The Libreria Argentina establishment sold books with images of swastikas, iron crosses, and the imperial eagle of the National Socialist German Workers' Party, commonly known as the Nazi Party, as well as Nazi propaganda texts.

"We are shocked by how profuse the material is," said Marcos Cohen from the Delegation of Argentine Israelite Associations, the Jewish group acting as plaintiff in the process. "I don't remember anything like this being found before."

Displaying Nazi symbols is a crime under Argentine law. Police arrested one person during the raids in the San Isidro district, located on the outskirts of Buenos Aires.

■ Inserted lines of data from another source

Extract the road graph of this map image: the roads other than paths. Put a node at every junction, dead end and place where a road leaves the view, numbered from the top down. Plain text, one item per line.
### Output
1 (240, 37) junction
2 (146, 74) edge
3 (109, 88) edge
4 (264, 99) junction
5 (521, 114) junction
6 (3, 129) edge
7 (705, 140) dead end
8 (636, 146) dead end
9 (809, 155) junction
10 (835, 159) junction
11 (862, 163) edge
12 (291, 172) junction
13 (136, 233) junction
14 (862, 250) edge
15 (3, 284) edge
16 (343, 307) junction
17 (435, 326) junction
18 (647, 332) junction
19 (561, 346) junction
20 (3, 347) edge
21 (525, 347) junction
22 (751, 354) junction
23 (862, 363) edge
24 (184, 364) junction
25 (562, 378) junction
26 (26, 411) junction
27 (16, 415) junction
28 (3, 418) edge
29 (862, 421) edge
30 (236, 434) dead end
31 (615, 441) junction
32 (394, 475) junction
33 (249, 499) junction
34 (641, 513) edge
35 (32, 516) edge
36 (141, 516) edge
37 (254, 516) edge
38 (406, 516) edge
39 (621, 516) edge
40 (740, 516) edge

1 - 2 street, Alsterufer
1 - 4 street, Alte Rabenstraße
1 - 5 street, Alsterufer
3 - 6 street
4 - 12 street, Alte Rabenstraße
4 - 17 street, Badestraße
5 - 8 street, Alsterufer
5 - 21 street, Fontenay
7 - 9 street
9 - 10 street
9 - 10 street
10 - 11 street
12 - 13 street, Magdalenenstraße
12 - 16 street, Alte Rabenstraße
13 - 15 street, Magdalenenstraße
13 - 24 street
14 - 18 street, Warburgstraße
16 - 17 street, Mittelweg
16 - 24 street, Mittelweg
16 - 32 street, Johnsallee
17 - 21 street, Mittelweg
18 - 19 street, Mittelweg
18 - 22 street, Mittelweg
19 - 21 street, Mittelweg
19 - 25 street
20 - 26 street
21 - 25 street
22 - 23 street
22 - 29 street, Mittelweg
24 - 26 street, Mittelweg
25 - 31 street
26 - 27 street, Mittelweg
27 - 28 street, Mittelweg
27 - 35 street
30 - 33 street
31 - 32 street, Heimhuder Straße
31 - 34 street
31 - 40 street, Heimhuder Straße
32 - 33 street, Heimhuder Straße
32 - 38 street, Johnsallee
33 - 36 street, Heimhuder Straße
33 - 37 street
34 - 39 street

  Argentina's Anti-Terrorist Investigation Unit Department after a raid on a propaganda distribution operation, in Buenos Aires, Argentina September 13, 2023. (credit: REUTERS/AGUSTIN MARCARIAN)
Argentina's Anti-Terrorist Investigation Unit Department after a raid on a propaganda distribution operation, in Buenos Aires, Argentina September 13, 2023. (credit: REUTERS/AGUSTIN MARCARIAN)

Antisemitism in Argentina

Argentina has the largest Jewish population in Latin America, with many immigrating after the expulsion from Spain and pogroms in Eastern Europe and ahead of the Second World War, during which the Nazis killed six million European Jews.

After the war, many Nazi officials including death camp supervisor Adolf Eichmann also emigrated to Argentina to avoid trials for war crimes.

Several antisemitic groups emerged in the following decades and in 1994 the AMIA Jewish community center in Buenos Aires was bombed, killing 85 people and wounding hundreds.